The results of the trial were announced on March 27, 2019, by EDF Renewables, the developer/owner of the Pilot Hill Wind Project, at the AWEA Wind Project Siting and Environmental Compliance Seminar in Albuquerque, New Mexico. Located in Kankakee and Iroquois counties, the 175-MW Pilot Hill Wind Project was made possible by a 20-year power purchase agreement with Microsoft Corporation and has been in commercial operation since 2015.

Testing of NRG’s ultrasonic acoustic Bat Deterrent System was conducted at Pilot Hill between August and October of 2018. Fifteen out of the facility’s 103 turbines were outfitted with Bat Deterrent Systems. A 5.0 m/second cut-in speed curtailment was simultaneously applied at the deterrent-equipped turbines.
“Our goal with this trial was to gauge the efficacy of combining curtailment with NRG’s Bat Deterrent System to reduce bat mortality at wind turbines,” said Michael Azeka, director of Environmental Strategy at EDF Renewables. “The results of this trial are very encouraging and suggest that this approach to minimizing bat impacts is a compelling one for the wind industry.”
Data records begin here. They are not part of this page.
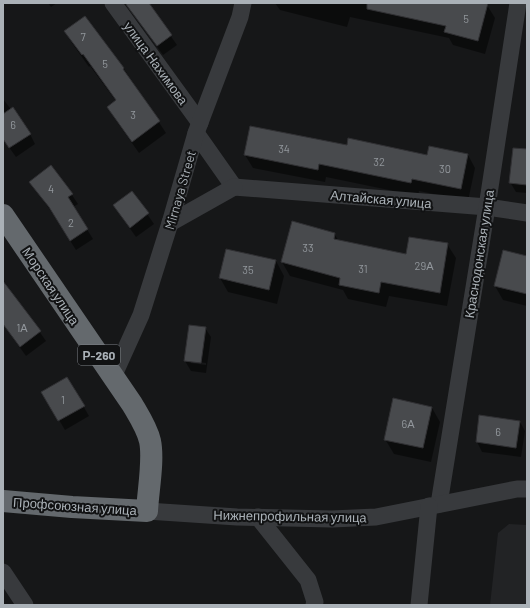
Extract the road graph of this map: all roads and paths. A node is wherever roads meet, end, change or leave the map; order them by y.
1 (113, 3) edge
2 (243, 3) edge
3 (518, 3) edge
4 (198, 128) junction
5 (234, 187) junction
6 (487, 207) junction
7 (527, 213) edge
8 (3, 215) edge
9 (170, 223) junction
10 (113, 377) junction
11 (527, 489) edge
12 (3, 501) edge
13 (434, 505) junction
14 (147, 511) junction
15 (258, 517) junction
16 (3, 572) edge
17 (25, 605) edge
18 (314, 605) edge
19 (419, 605) edge

1 - 4 street, улица Нахимова
2 - 4 street, Mirnaya Street
3 - 6 street, Краснодонская улица
4 - 5 street, улица Нахимова
4 - 9 street, Mirnaya Street
5 - 6 street, Алтайская улица
5 - 9 street
6 - 7 street, Алтайская улица
6 - 13 street, Краснодонская улица
8 - 10 highway, Морская улица / Р-260
9 - 10 street, Mirnaya Street
10 - 14 highway, Морская улица / Р-260
11 - 13 street, Нижнепрофильная улица
12 - 14 highway, Профсоюзная улица
13 - 15 street, Нижнепрофильная улица
13 - 19 street, Краснодонская улица
14 - 15 street, Нижнепрофильная улица
15 - 18 street
16 - 17 street

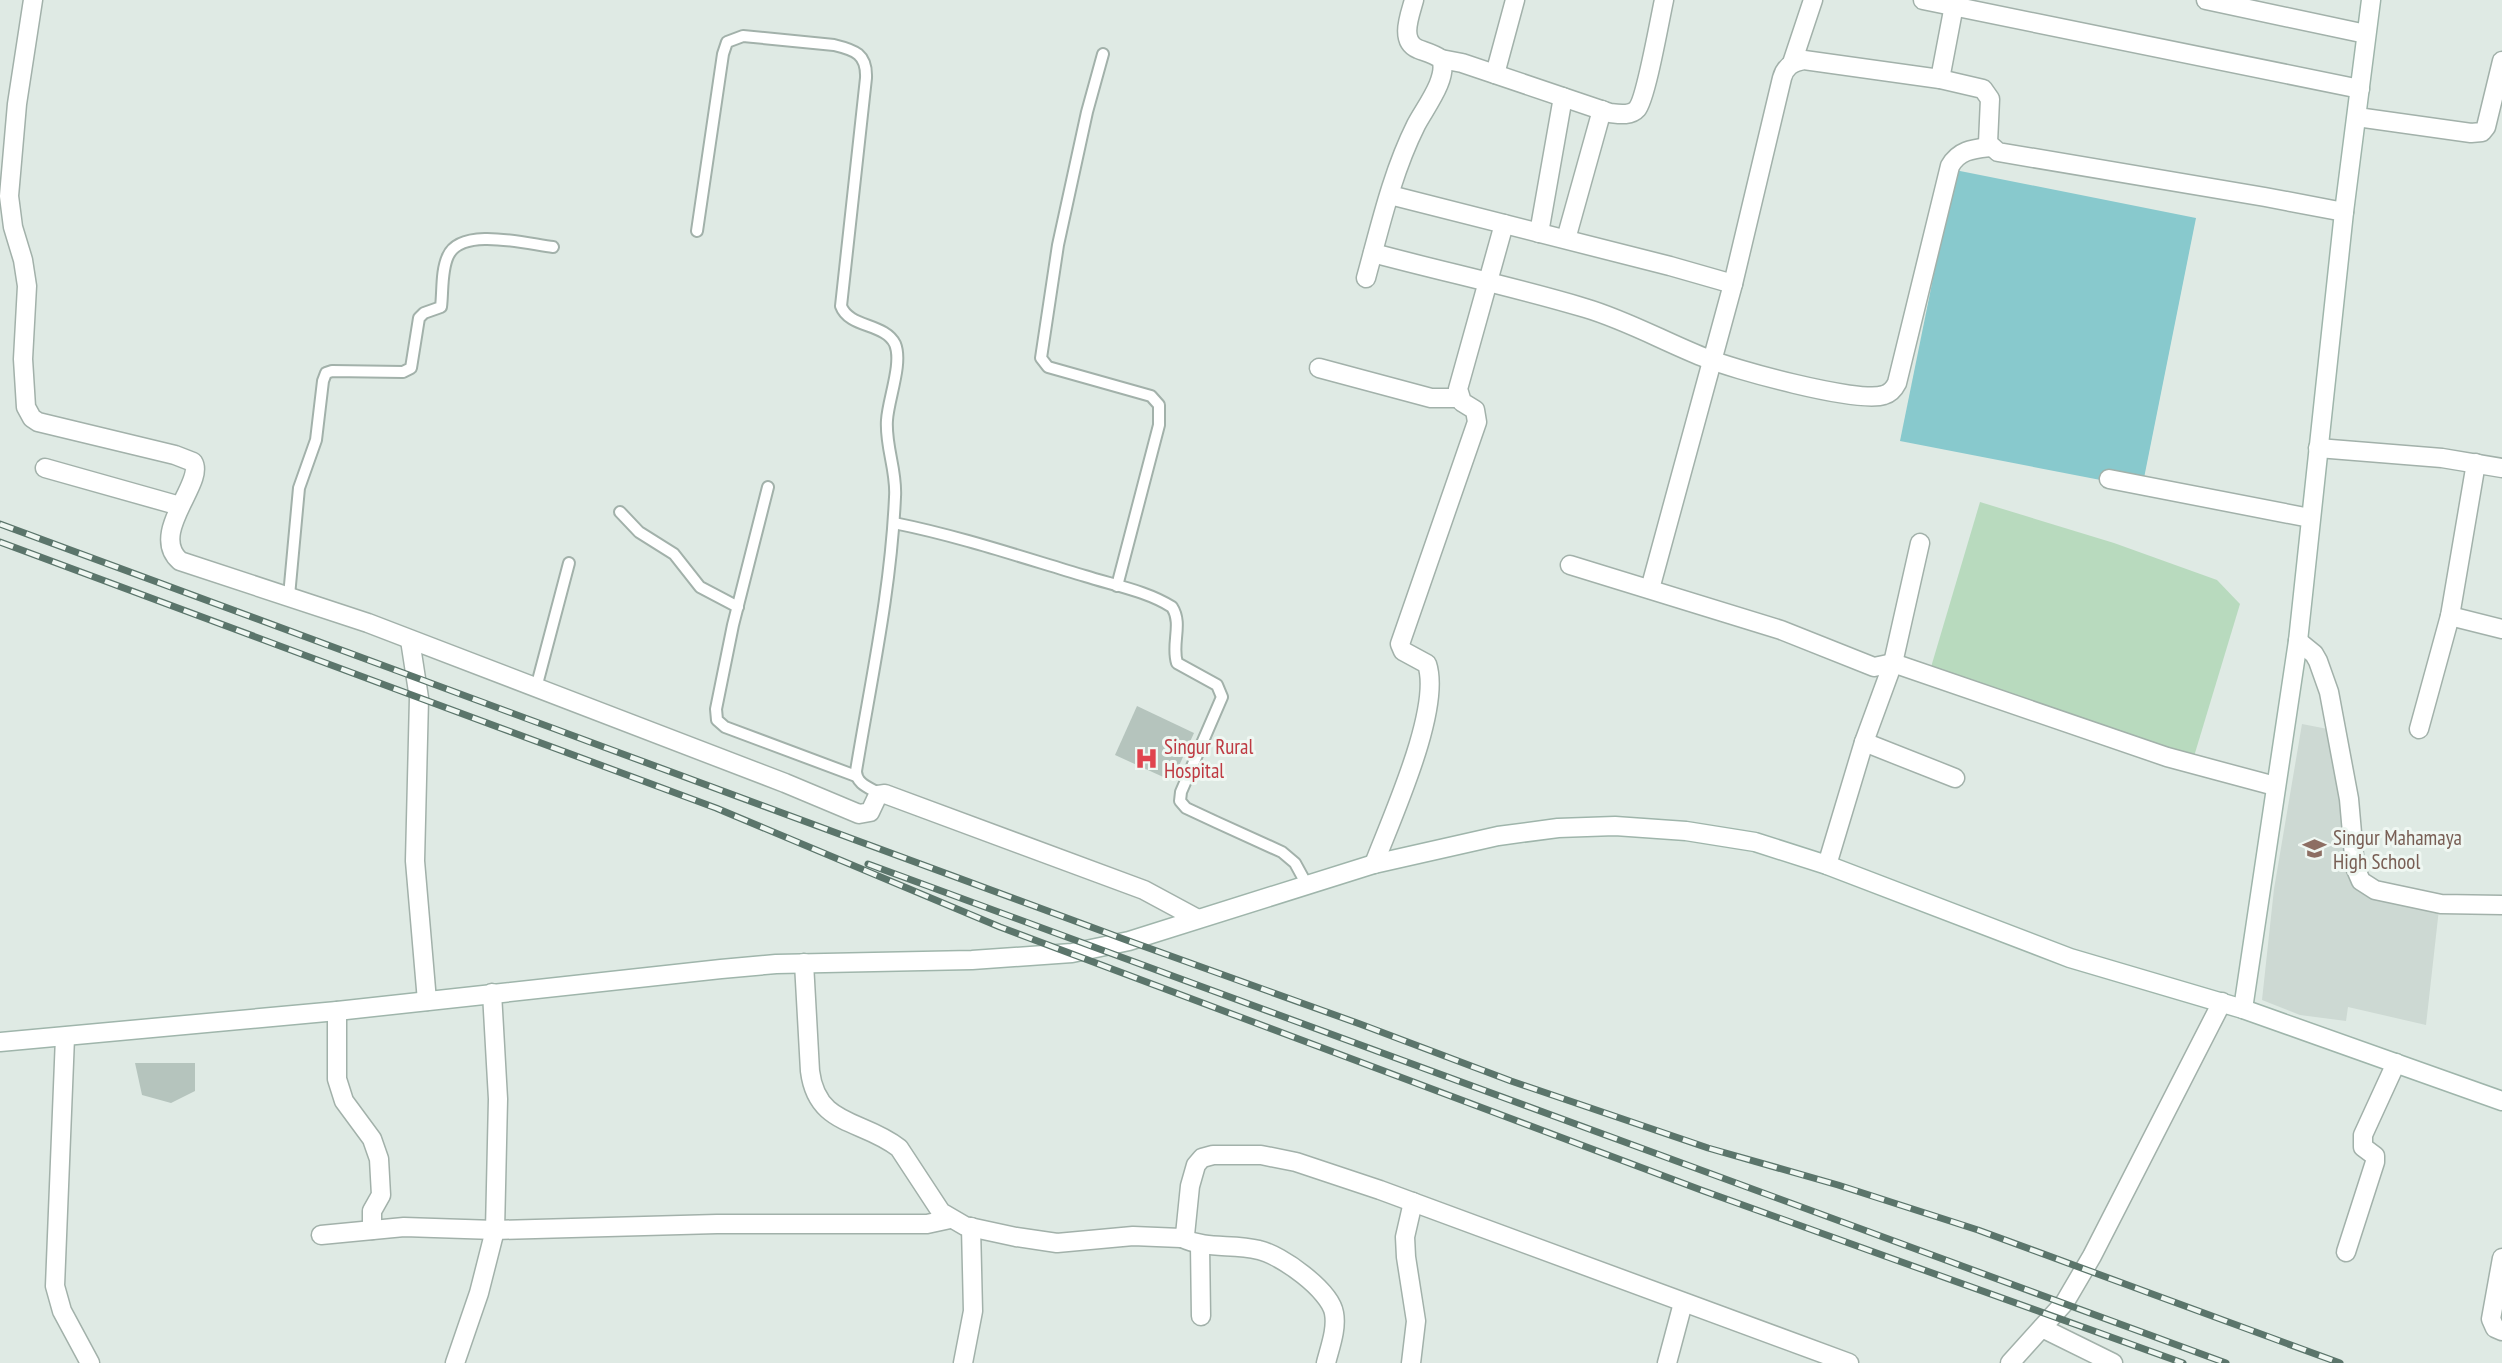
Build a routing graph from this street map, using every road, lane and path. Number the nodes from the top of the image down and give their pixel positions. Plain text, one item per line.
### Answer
1 (33, 0) edge
2 (1414, 0) edge
3 (1515, 0) edge
4 (1664, 0) edge
5 (1813, 0) edge
6 (1923, 0) edge
7 (2206, 0) edge
8 (2371, 0) edge
9 (1955, 3) edge
10 (2366, 34) junction
11 (1103, 54) dead end
12 (1441, 59) junction
13 (2502, 61) edge
14 (1792, 63) junction
15 (1495, 74) junction
16 (1941, 80) junction
17 (2360, 89) junction
18 (1563, 97) junction
19 (8, 102) edge
20 (1602, 110) junction
21 (2356, 117) junction
22 (1990, 147) junction
23 (1390, 195) junction
24 (2344, 212) junction
25 (1504, 224) junction
26 (697, 231) dead end
27 (1539, 233) junction
28 (1566, 239) junction
29 (553, 247) dead end
30 (1373, 253) junction
31 (1366, 278) dead end
32 (1488, 283) junction
33 (1733, 284) junction
34 (1711, 360) junction
35 (1319, 368) dead end
36 (1459, 398) junction
37 (2318, 448) junction
38 (2476, 463) junction
39 (45, 468) dead end
40 (2502, 468) edge
41 (2109, 479) dead end
42 (768, 487) dead end
43 (180, 506) junction
44 (620, 512) dead end
45 (2310, 518) junction
46 (894, 523) junction
47 (1920, 543) dead end
48 (569, 563) dead end
49 (1570, 565) dead end
50 (1117, 586) junction
51 (1650, 589) junction
52 (289, 596) junction
53 (738, 607) junction
54 (2450, 616) junction
55 (2502, 629) edge
56 (410, 639) junction
57 (2298, 640) junction
58 (1893, 663) junction
59 (536, 688) junction
60 (2419, 729) dead end
61 (1864, 742) junction
62 (856, 776) junction
63 (1955, 778) dead end
64 (2275, 786) junction
65 (880, 794) junction
66 (1374, 864) junction
67 (1827, 865) junction
68 (1307, 885) junction
69 (2502, 905) edge
70 (1196, 918) junction
71 (804, 963) junction
72 (492, 993) junction
73 (427, 1000) junction
74 (2222, 1002) junction
75 (2242, 1009) junction
76 (337, 1011) junction
77 (65, 1036) junction
78 (0, 1042) edge
79 (2396, 1063) junction
80 (2502, 1101) edge
81 (1413, 1202) junction
82 (950, 1219) junction
83 (971, 1227) junction
84 (372, 1230) junction
85 (495, 1230) junction
86 (321, 1234) dead end
87 (1182, 1238) junction
88 (1200, 1245) junction
89 (2346, 1252) dead end
90 (2502, 1258) edge
91 (1683, 1303) junction
92 (1201, 1316) dead end
93 (2042, 1328) junction
94 (2502, 1330) edge
95 (90, 1363) edge
96 (455, 1363) edge
97 (963, 1363) edge
98 (1326, 1363) edge
99 (1411, 1363) edge
100 (1667, 1363) edge
101 (1849, 1363) edge
102 (2010, 1363) edge
103 (2113, 1363) edge

1 - 19 street
2 - 12 street
3 - 15 street
4 - 20 street
5 - 14 street
6 - 9 street
7 - 10 street
8 - 10 street
9 - 16 street
9 - 17 street
10 - 17 street
11 - 50 lane
12 - 15 street
12 - 23 street
13 - 21 street
14 - 16 street
14 - 33 street
15 - 18 street
16 - 22 street
17 - 21 street
18 - 20 street
18 - 27 street
19 - 43 street
20 - 28 street
21 - 24 street
22 - 24 street
22 - 34 street
23 - 25 street
23 - 30 street
24 - 37 street
25 - 27 street
25 - 32 street
26 - 46 lane
27 - 28 street
28 - 33 street
29 - 52 lane
30 - 31 street
30 - 32 street
32 - 34 street
32 - 36 street
33 - 34 street
34 - 51 street
35 - 36 street
36 - 66 street
37 - 38 street
37 - 45 street
38 - 40 street
38 - 54 street
39 - 43 street
41 - 45 street
42 - 53 lane
43 - 52 street
44 - 53 lane
45 - 57 street
46 - 50 lane
46 - 62 lane
47 - 58 street
48 - 59 lane
49 - 51 street
50 - 68 lane
51 - 58 street
52 - 56 street
53 - 62 lane
54 - 55 street
54 - 60 street
56 - 59 street
56 - 73 street
57 - 64 street
57 - 69 street
58 - 61 street
58 - 64 street
59 - 65 street
61 - 63 street
61 - 67 street
62 - 65 lane
64 - 75 street
65 - 70 street
66 - 67 street
66 - 68 street
67 - 74 street
68 - 70 street
70 - 71 street
71 - 72 street
71 - 82 street
72 - 73 street
72 - 85 street
73 - 76 street
74 - 75 street
74 - 93 street
75 - 79 street
76 - 77 street
76 - 84 street
77 - 78 street
77 - 95 street
79 - 80 street
79 - 89 street
81 - 87 street
81 - 91 street
81 - 99 street
82 - 83 street
82 - 85 street
83 - 87 street
83 - 97 street
84 - 85 street
84 - 86 street
85 - 96 street
87 - 88 street
88 - 92 street
88 - 98 street
90 - 94 street
91 - 100 street
91 - 101 street
93 - 102 street
93 - 103 street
There are several bat species present at Pilot Hill, including multiple migratory tree species. The testing revealed a significant reduction of 72 percent with silver-haired bats, 71 percent with hoary bats, and 94 percent with big brown bats. Eastern red bats proved harder to deter, with 58 percent reduction in mortality for the two treatments together.
At the moment, raising cut-in wind speed is the most widely used method for reducing bat mortality at wind turbines. While effective, many wind plants in North America experience a significant loss of energy production when this curtailment is implemented.

“The Pilot Hill trial is especially encouraging because it suggests that we can minimize bat impacts while increasing the amount of energy produced at wind plants struggling with this crucial issue,” said Brogan Morton, senior product manager at NRG Systems. “This is a win for all parties involved, including developers, conservationists, and, most importantly, the planet.”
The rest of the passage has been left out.